Terdengar ketukan di pintu dan kepala Tina, sahabat rekan kerjannya menjulur.

“Hai bos, siap untuk makan siang?” tanya wanita itu sambil tersenyum. Ibu mungil tiga anak itu mulai memanggilnya “bos” sejak dia dipromosikan.

“Tentu,” jawab Lisbeth sambil mengambil dompetnya dari laci meja.

Di kafetaria, Lisbeth membayar makanan mereka berdua.

“AKu yang traktir,” kata Lisbeth menanggapi kerutan bingung Tina.

Ketika mereka sudah duduk menyantap makan siang berupa nasi putih dan semur daging sapi, Tina berkata, “Kamu mentraktirku padahal hari ini bukan hari ulang tahunku atau ulang tahun kamu. Ceritain aja, kupingku siap.”

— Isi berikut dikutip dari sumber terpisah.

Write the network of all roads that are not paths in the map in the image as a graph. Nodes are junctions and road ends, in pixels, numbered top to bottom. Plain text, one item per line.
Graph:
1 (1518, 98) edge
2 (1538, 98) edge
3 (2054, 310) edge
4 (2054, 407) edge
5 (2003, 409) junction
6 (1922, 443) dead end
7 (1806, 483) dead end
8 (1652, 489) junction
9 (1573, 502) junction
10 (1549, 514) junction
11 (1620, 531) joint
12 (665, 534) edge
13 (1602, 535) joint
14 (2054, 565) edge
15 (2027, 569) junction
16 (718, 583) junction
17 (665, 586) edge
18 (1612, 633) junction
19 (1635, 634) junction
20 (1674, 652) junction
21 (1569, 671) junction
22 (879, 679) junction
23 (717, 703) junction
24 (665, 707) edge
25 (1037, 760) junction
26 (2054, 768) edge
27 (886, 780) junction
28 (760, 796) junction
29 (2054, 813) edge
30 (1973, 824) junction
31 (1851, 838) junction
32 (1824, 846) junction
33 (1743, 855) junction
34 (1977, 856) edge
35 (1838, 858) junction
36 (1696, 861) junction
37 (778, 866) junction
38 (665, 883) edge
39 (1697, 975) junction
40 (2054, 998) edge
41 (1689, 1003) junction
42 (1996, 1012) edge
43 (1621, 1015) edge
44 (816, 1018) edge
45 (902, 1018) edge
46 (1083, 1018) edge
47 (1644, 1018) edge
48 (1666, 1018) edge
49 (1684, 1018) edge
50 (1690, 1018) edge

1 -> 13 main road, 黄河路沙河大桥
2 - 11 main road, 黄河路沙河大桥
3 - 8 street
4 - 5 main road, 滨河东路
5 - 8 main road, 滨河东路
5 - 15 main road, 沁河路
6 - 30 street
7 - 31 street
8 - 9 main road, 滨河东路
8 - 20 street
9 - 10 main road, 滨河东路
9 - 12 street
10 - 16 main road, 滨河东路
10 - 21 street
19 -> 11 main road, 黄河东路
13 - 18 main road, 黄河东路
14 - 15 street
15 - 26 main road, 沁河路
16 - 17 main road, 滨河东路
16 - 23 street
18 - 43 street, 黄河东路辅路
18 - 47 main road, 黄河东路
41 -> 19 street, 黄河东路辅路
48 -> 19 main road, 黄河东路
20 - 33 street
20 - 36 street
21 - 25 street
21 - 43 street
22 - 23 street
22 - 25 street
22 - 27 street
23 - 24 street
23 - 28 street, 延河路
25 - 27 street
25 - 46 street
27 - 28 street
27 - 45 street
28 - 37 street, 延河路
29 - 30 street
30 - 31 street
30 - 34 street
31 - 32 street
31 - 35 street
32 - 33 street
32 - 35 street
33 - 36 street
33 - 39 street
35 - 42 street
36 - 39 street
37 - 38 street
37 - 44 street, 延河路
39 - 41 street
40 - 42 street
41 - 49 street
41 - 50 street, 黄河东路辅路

Lisbeth terkekeh sambil menggelengkan kepala, merapikan kepangan rambutnya.

“Aku khawatir, Syauki mulai takut.”

Mata Tina membelalak. “Sudah? Tapi kalian baru empat bulan pacaran.”

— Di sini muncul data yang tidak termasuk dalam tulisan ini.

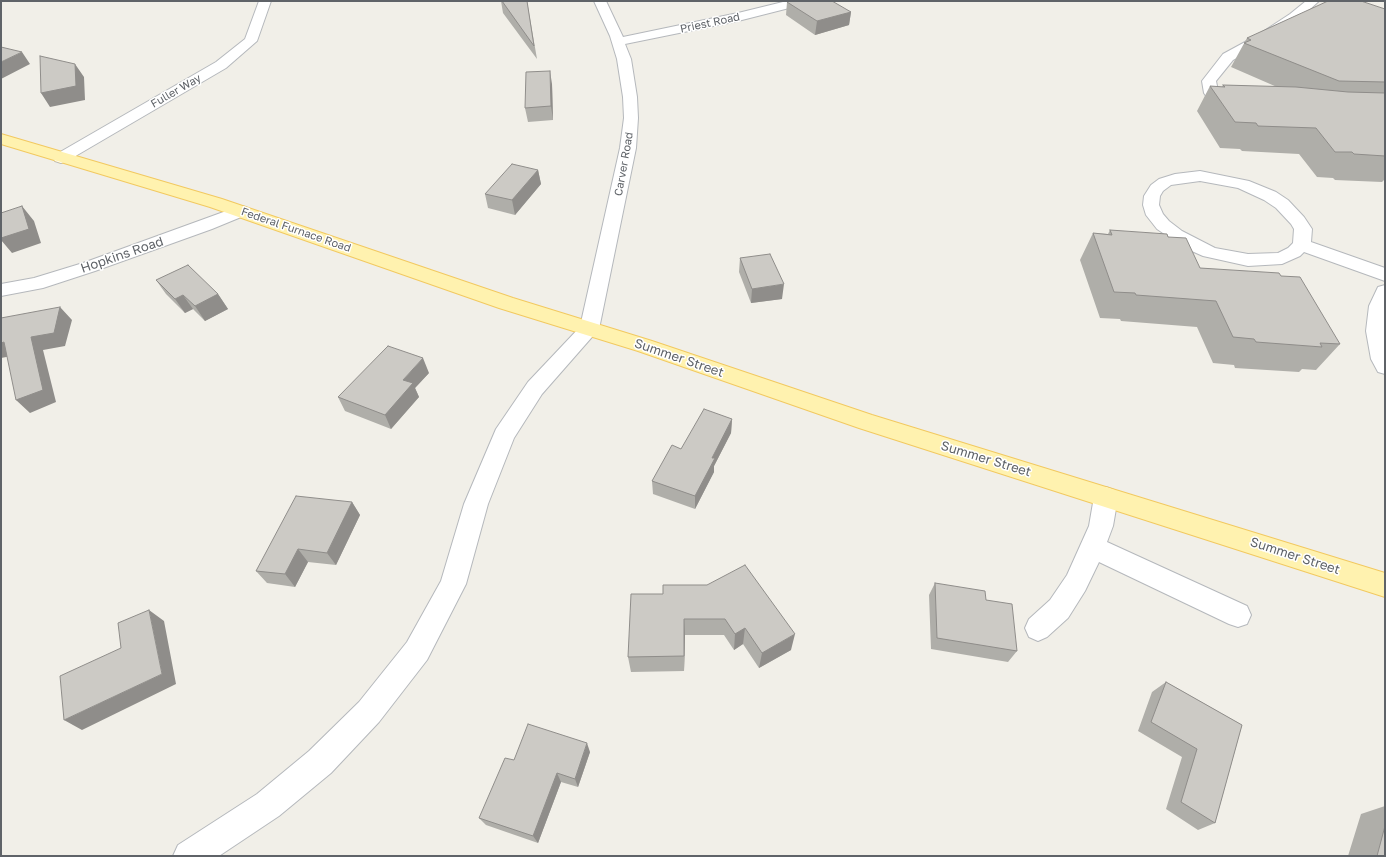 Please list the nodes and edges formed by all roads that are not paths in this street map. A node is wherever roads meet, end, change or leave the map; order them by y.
1 (265, 1) edge
2 (600, 1) edge
3 (801, 1) edge
4 (1313, 1) edge
5 (618, 42) junction
6 (1247, 104) edge
7 (1, 139) edge
8 (61, 158) junction
9 (240, 211) junction
10 (1301, 245) junction
11 (1385, 275) edge
12 (1, 290) edge
13 (1385, 291) edge
14 (589, 329) junction
15 (1385, 367) edge
16 (1106, 497) junction
17 (1093, 547) junction
18 (1385, 585) edge
19 (1238, 615) dead end
20 (1038, 628) dead end
21 (189, 856) edge

1 - 8 street, Fuller Way
2 - 5 street, Carver Road
3 - 5 street, Priest Road
4 - 6 street
5 - 14 street, Carver Road
7 - 8 main road, Federal Furnace Road
8 - 9 main road, Federal Furnace Road
9 - 12 street, Hopkins Road
9 - 14 main road, Federal Furnace Road
10 - 10 street
10 - 11 street
13 - 15 street
14 - 16 main road, Summer Street
14 - 21 street
16 - 17 street
16 - 18 main road, Summer Street
17 - 19 street
17 - 20 street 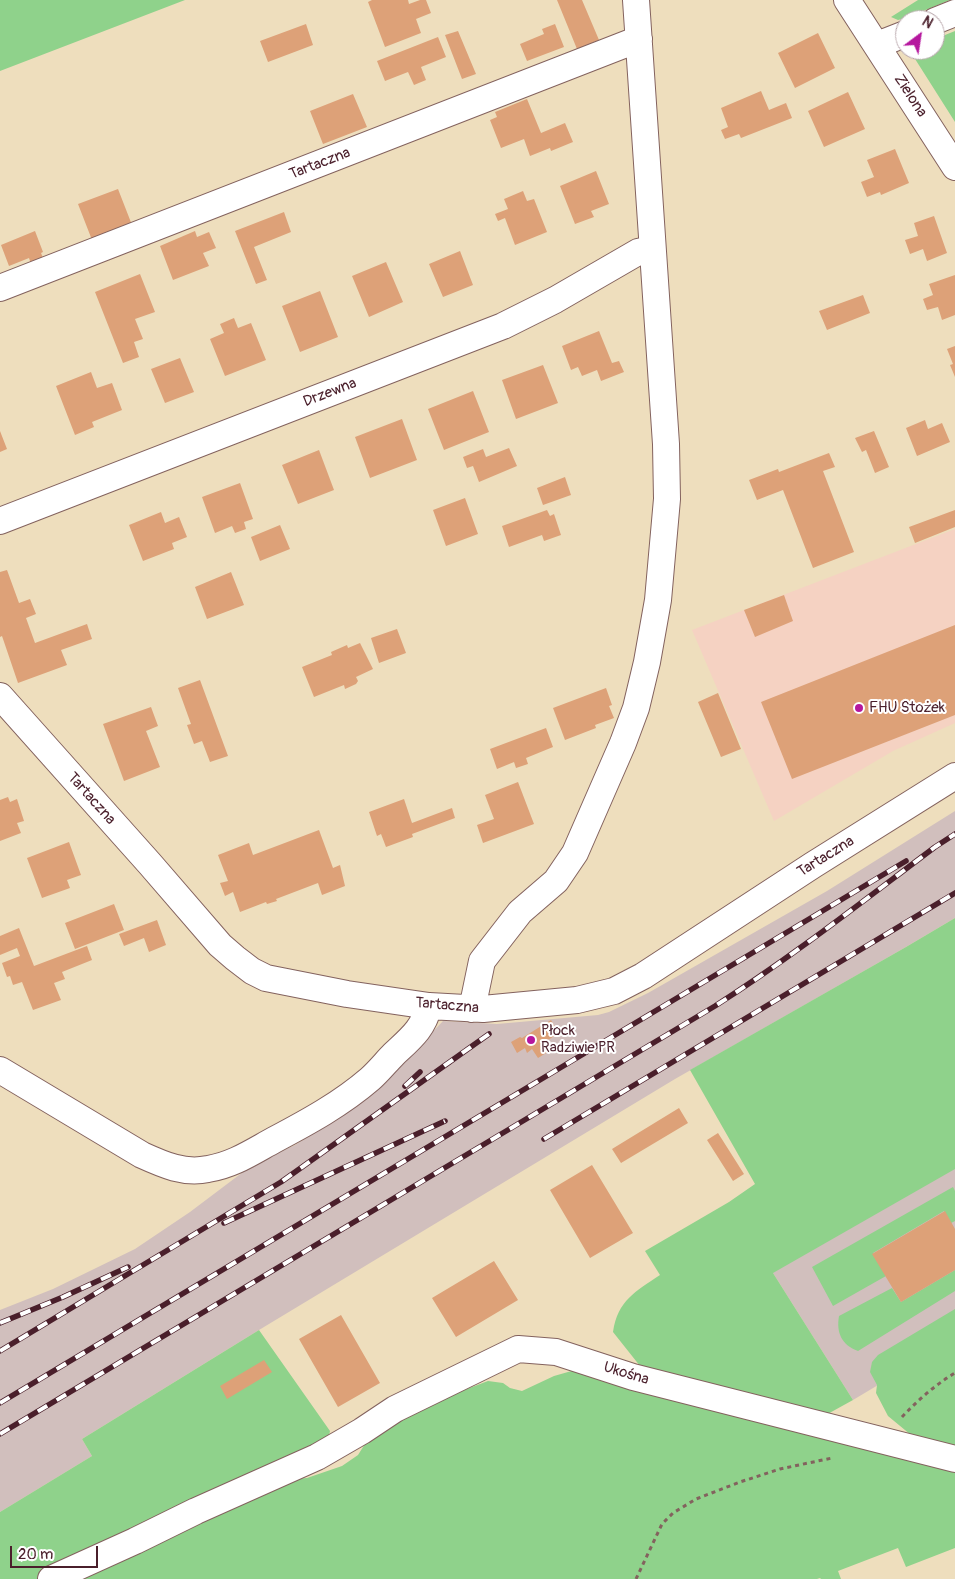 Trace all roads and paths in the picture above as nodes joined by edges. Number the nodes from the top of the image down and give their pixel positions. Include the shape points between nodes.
1 (636, 0) edge
2 (847, 0) edge
3 (895, 38) edge
4 (639, 39) junction
5 (877, 45) junction
6 (955, 167) edge
7 (652, 249) junction
8 (0, 288) edge
9 (0, 521) edge
10 (0, 696) edge
11 (955, 776) edge
12 (429, 1006) junction
13 (472, 1009) junction
14 (0, 1070) edge
15 (955, 1373) edge
16 (881, 1439) junction
17 (955, 1459) edge
18 (51, 1579) edge
19 (636, 1579) edge

1 - 4 street
2 - 5 street, Zielona
3 - 5 street
4 - 7 street
4 - 8 street, Tartaczna
5 - 6 street, Zielona
7 - 9 street, Drzewna via 638,252 503,326
7 - 13 street via 667,499 658,600 647,662 636,708 623,743 574,854 556,881 520,912 482,961
10 - 12 street, Tartaczna via 220,945 252,971 266,978 304,987
11 - 13 street, Tartaczna via 643,976 614,990 577,1000
12 - 13 street, Tartaczna
12 - 14 street via 426,1020 412,1038 351,1095 229,1165 206,1170 178,1169 142,1155
15 - 16 path via 920,1399
16 - 17 street, Ukośna
16 - 18 street, Ukośna via 633,1377 556,1352 518,1348 395,1408 317,1458
16 - 19 path via 854,1451 780,1469 696,1499 662,1524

Lisbeth mengangkat tiga jari. “Tiga bulan, seminggu, dan dua hari.”

Tina terkekeh sambil menyendok nasi ke mulutnya.

“Apa yang terjadi? Dia tidak mencintaimu lagi?”

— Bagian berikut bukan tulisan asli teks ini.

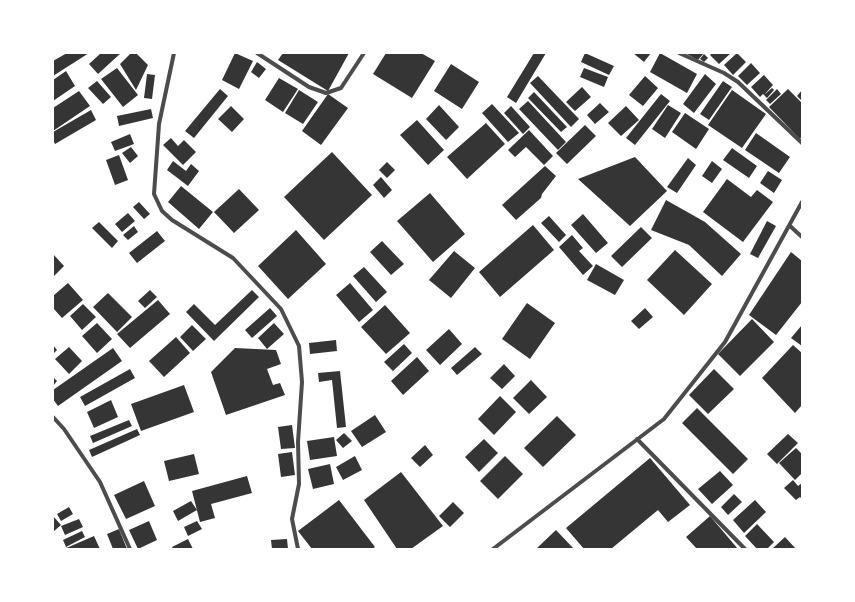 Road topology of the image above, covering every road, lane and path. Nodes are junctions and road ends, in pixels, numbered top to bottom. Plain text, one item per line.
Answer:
1 (174, 53) edge
2 (257, 53) edge
3 (364, 53) edge
4 (679, 53) edge
5 (802, 143) edge
6 (802, 202) edge
7 (790, 226) junction
8 (802, 238) edge
9 (53, 417) edge
10 (637, 439) junction
11 (130, 549) edge
12 (298, 549) edge
13 (493, 549) edge
14 (745, 549) edge

1 - 12 street
2 - 3 street
4 - 5 street
6 - 7 street
7 - 8 street
7 - 10 street
9 - 11 street
10 - 13 street
10 - 14 street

“Naluriku bilang gitu,” jawab Lisbeth.

Kemudian dia melanjutkan untuk menceritakan ketidakhadiran Syauki dan caranya berhubungan dengannya.

“Apakah kamu nggak terlalu cburu-buru bikin kesimpulan?” tanya Tina.

“Nggak. Syauki yang aku kenal orangnya sangat fokus. Kalau dia melakukan sesuatu, itu karena suatu alasan. Dia lebih semangat tentang hubungan kami daripada aku. Dia memiliki gambaran besar tentang masa depan bersama kami. Dia bahkan bilang …”

Lisbeth terhenti karena gumpalan yang menyumbat tenggorokannya. Dia membuka botol air mineral di atas meja dan menyesapnya.

Tina menatapnya dan mendesah. “Kalau perasaan kamu begitu kuat tentang itu, bicaralah padanya,” katanya.

Lisbeth menjatuhkan sendoknya dan menatap temannya dengan mata yang penuh dengan emosi yang bercampur aduk. “Aku takut,” bisiknya.

Tangan Tina menemukan tangannya di bawah meja. “Semuanya akan baik-baik saja,” katanya lembut. “Dia bertahan atau pergi. Apa pun pilihannya, kamu akan tahu di mana posisimu. Kamu tidak punya waktu untuk pelayanan di bawah kanopi. Orang-orang seharusnya tidak berpikir punya seseorang padahal dia tidak benar-benar ada. Semoga saja itu tidak terjadi padamu, sayangku.”

Lisbeth tersenyum meskipun hatinya sakit.

“Aku … tidak … mungkin aku harus mengikuti arus saja. Apakah pacarku harus terlibat dalam semua kejadian dalam hidupku? Dia punya urusannya sendiri untuk ditangani dan dia—”

“Setop!” Tina membentak pelan. “Hadapin aja.”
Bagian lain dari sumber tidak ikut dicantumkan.